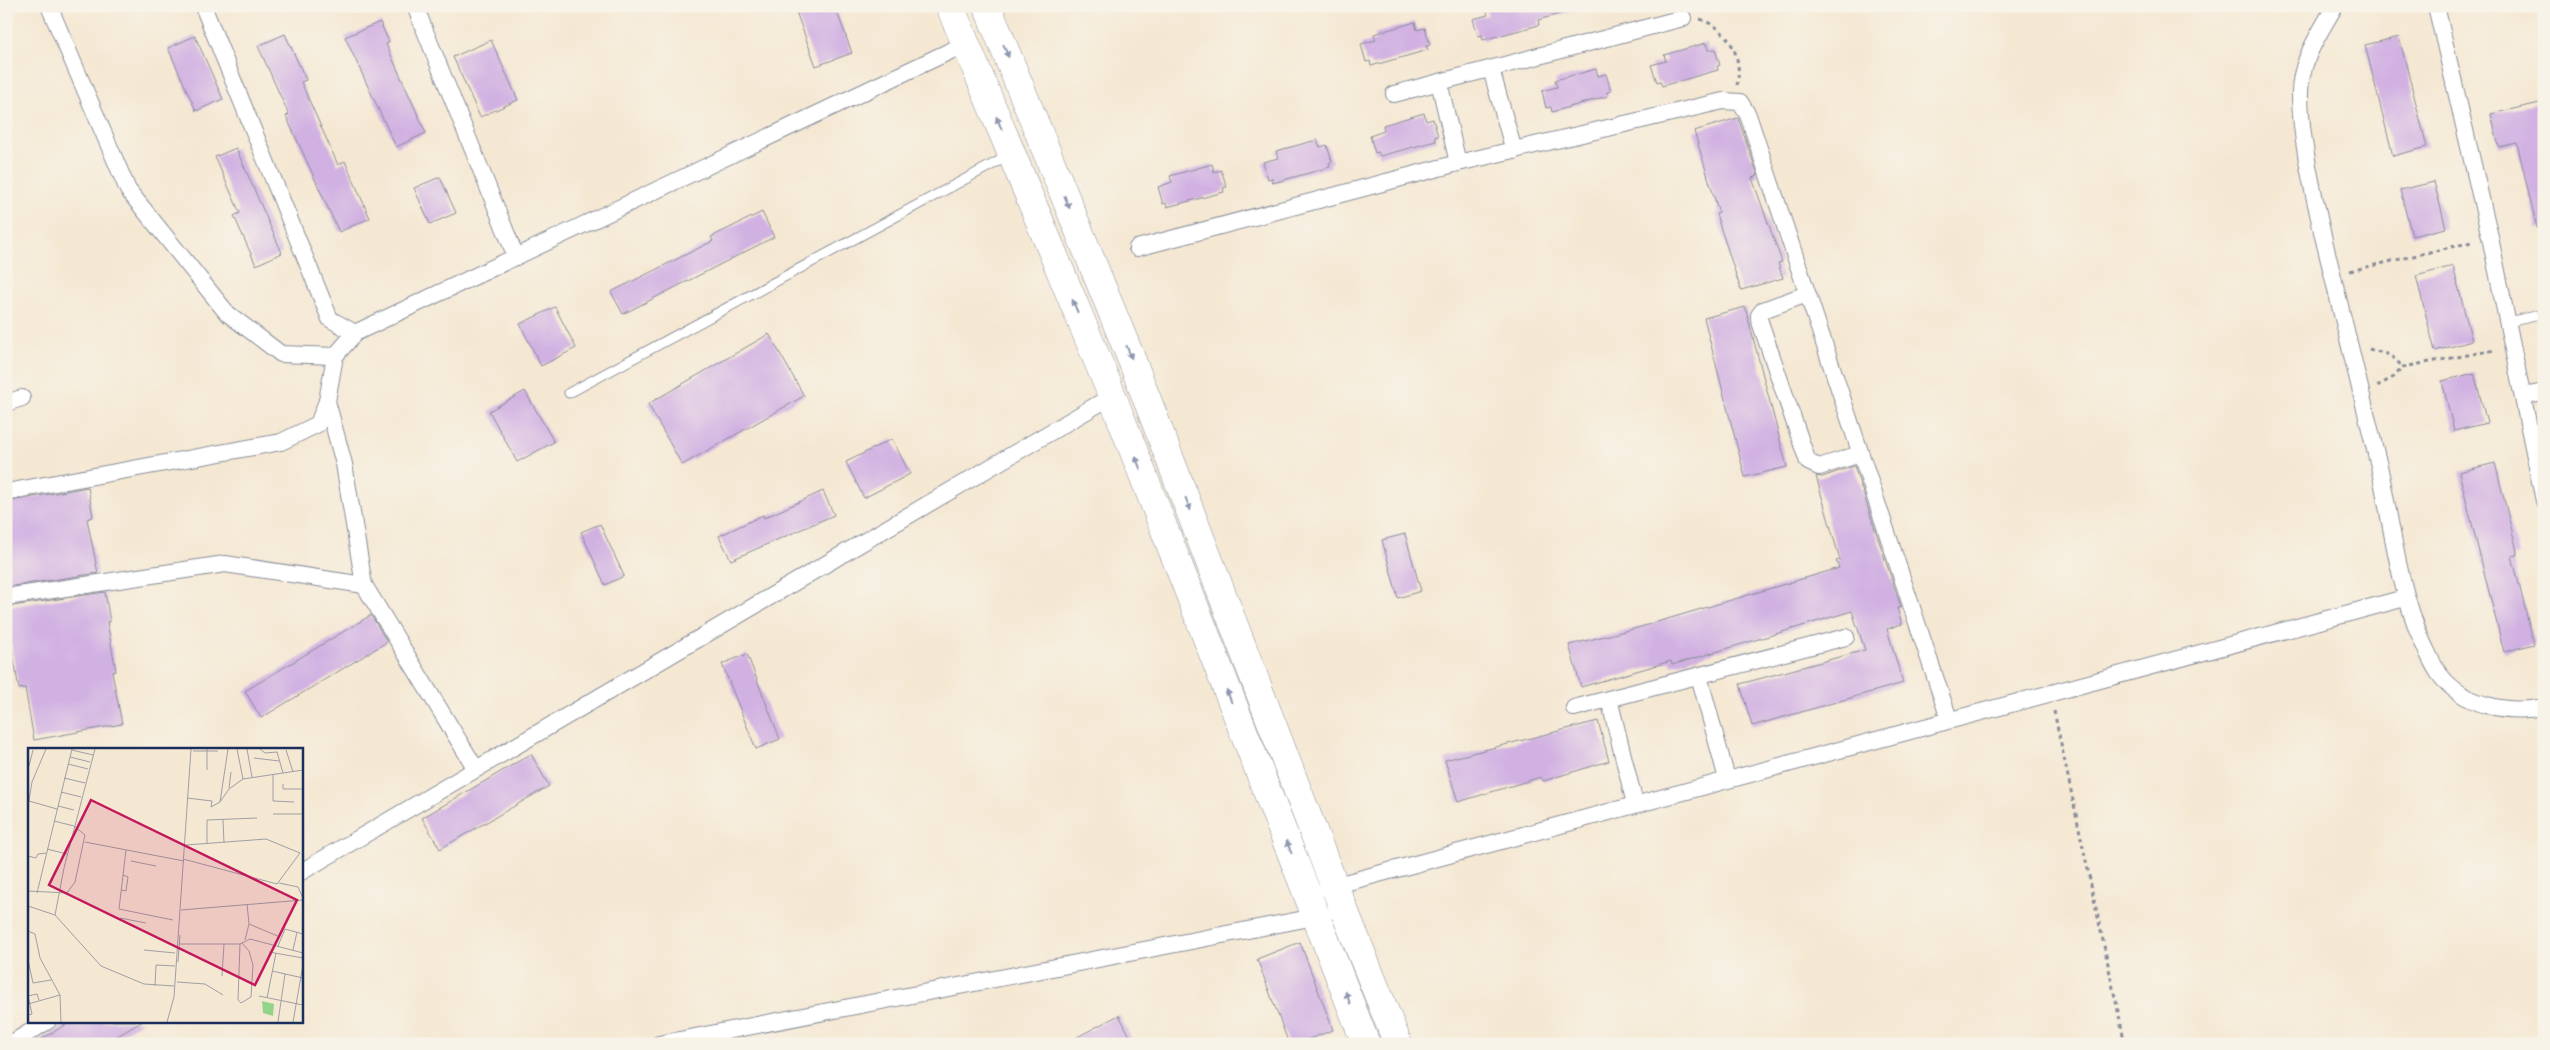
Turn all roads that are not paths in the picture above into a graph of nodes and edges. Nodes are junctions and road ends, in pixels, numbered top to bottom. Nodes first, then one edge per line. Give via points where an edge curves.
1 (49, 6) edge
2 (203, 6) edge
3 (415, 6) edge
4 (950, 6) edge
5 (987, 6) edge
6 (2335, 6) edge
7 (2436, 6) edge
8 (1683, 18) road end
9 (965, 44) junction
10 (1491, 69) junction
11 (1439, 82) junction
12 (1394, 94) dead end
13 (1514, 151) junction
14 (1012, 154) junction
15 (1458, 163) junction
16 (1138, 248) dead end
17 (516, 257) junction
18 (1807, 294) junction
19 (2544, 314) edge
20 (2508, 322) junction
21 (355, 333) junction
22 (335, 356) junction
23 (569, 392) dead end
24 (2544, 392) edge
25 (1112, 396) junction
26 (2522, 396) junction
27 (327, 401) junction
28 (1860, 454) junction
29 (2541, 473) edge
30 (6, 492) edge
31 (2544, 500) edge
32 (364, 585) junction
33 (6, 597) edge
34 (2405, 598) junction
35 (1846, 637) dead end
36 (1699, 676) junction
37 (1609, 699) junction
38 (2544, 707) edge
39 (1574, 708) dead end
40 (1949, 719) junction
41 (476, 769) junction
42 (1727, 779) junction
43 (1635, 804) junction
44 (302, 871) edge
45 (1334, 885) junction
46 (1312, 905) junction
47 (1344, 910) junction
48 (46, 1022) edge
49 (10, 1044) edge
50 (659, 1044) edge
51 (1366, 1044) edge
52 (1398, 1044) edge

1 - 22 street via 128,190 226,313 281,354
2 - 21 street via 330,319
3 - 17 street
4 - 9 highway
5 -> 45 highway via 1133,363
6 - 34 street via 2302,69 2300,95 2306,156 2379,466
7 - 20 street
8 - 10 street
14 -> 9 highway
9 - 17 street
10 - 11 street
10 - 13 street
11 - 12 street
11 - 15 street
13 - 15 street
13 - 18 street via 1734,100 1740,102 1748,115
14 - 23 lane
25 -> 14 highway
15 - 16 street
17 - 21 street
18 - 28 street
18 - 28 street via 1764,310 1759,315 1762,328 1808,462 1819,467
19 - 20 lane
20 - 26 street
21 - 22 street
22 - 27 street
24 - 26 street
25 - 41 street
46 -> 25 highway
26 - 29 street
27 - 30 street via 318,424 281,442
27 - 32 street via 344,464
28 - 40 street
29 - 31 street
32 - 33 street via 224,564
32 - 41 street
34 - 38 street via 2440,676 2456,689 2492,708
34 - 40 street
35 - 36 street
36 - 37 street
36 - 42 street
37 - 39 street
37 - 43 street
40 - 42 street
41 - 44 street
42 - 43 street
43 - 45 street
45 - 46 street
45 - 47 highway
46 - 47 street
46 - 50 street
51 -> 46 highway
47 - 52 highway
48 - 49 street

====================

WHAT YOU ARE ASKED TO DO: Give the records a second time exactly, keeping the images out.

SOLUTION TO THE EXERCISE:
Turn all roads that are not paths in the picture above into a graph of nodes and edges. Nodes are junctions and road ends, in pixels, numbered top to bottom. Nodes first, then one edge per line. Give via points where an edge curves.
1 (49, 6) edge
2 (203, 6) edge
3 (415, 6) edge
4 (950, 6) edge
5 (987, 6) edge
6 (2335, 6) edge
7 (2436, 6) edge
8 (1683, 18) road end
9 (965, 44) junction
10 (1491, 69) junction
11 (1439, 82) junction
12 (1394, 94) dead end
13 (1514, 151) junction
14 (1012, 154) junction
15 (1458, 163) junction
16 (1138, 248) dead end
17 (516, 257) junction
18 (1807, 294) junction
19 (2544, 314) edge
20 (2508, 322) junction
21 (355, 333) junction
22 (335, 356) junction
23 (569, 392) dead end
24 (2544, 392) edge
25 (1112, 396) junction
26 (2522, 396) junction
27 (327, 401) junction
28 (1860, 454) junction
29 (2541, 473) edge
30 (6, 492) edge
31 (2544, 500) edge
32 (364, 585) junction
33 (6, 597) edge
34 (2405, 598) junction
35 (1846, 637) dead end
36 (1699, 676) junction
37 (1609, 699) junction
38 (2544, 707) edge
39 (1574, 708) dead end
40 (1949, 719) junction
41 (476, 769) junction
42 (1727, 779) junction
43 (1635, 804) junction
44 (302, 871) edge
45 (1334, 885) junction
46 (1312, 905) junction
47 (1344, 910) junction
48 (46, 1022) edge
49 (10, 1044) edge
50 (659, 1044) edge
51 (1366, 1044) edge
52 (1398, 1044) edge

1 - 22 street via 128,190 226,313 281,354
2 - 21 street via 330,319
3 - 17 street
4 - 9 highway
5 -> 45 highway via 1133,363
6 - 34 street via 2302,69 2300,95 2306,156 2379,466
7 - 20 street
8 - 10 street
14 -> 9 highway
9 - 17 street
10 - 11 street
10 - 13 street
11 - 12 street
11 - 15 street
13 - 15 street
13 - 18 street via 1734,100 1740,102 1748,115
14 - 23 lane
25 -> 14 highway
15 - 16 street
17 - 21 street
18 - 28 street
18 - 28 street via 1764,310 1759,315 1762,328 1808,462 1819,467
19 - 20 lane
20 - 26 street
21 - 22 street
22 - 27 street
24 - 26 street
25 - 41 street
46 -> 25 highway
26 - 29 street
27 - 30 street via 318,424 281,442
27 - 32 street via 344,464
28 - 40 street
29 - 31 street
32 - 33 street via 224,564
32 - 41 street
34 - 38 street via 2440,676 2456,689 2492,708
34 - 40 street
35 - 36 street
36 - 37 street
36 - 42 street
37 - 39 street
37 - 43 street
40 - 42 street
41 - 44 street
42 - 43 street
43 - 45 street
45 - 46 street
45 - 47 highway
46 - 47 street
46 - 50 street
51 -> 46 highway
47 - 52 highway
48 - 49 street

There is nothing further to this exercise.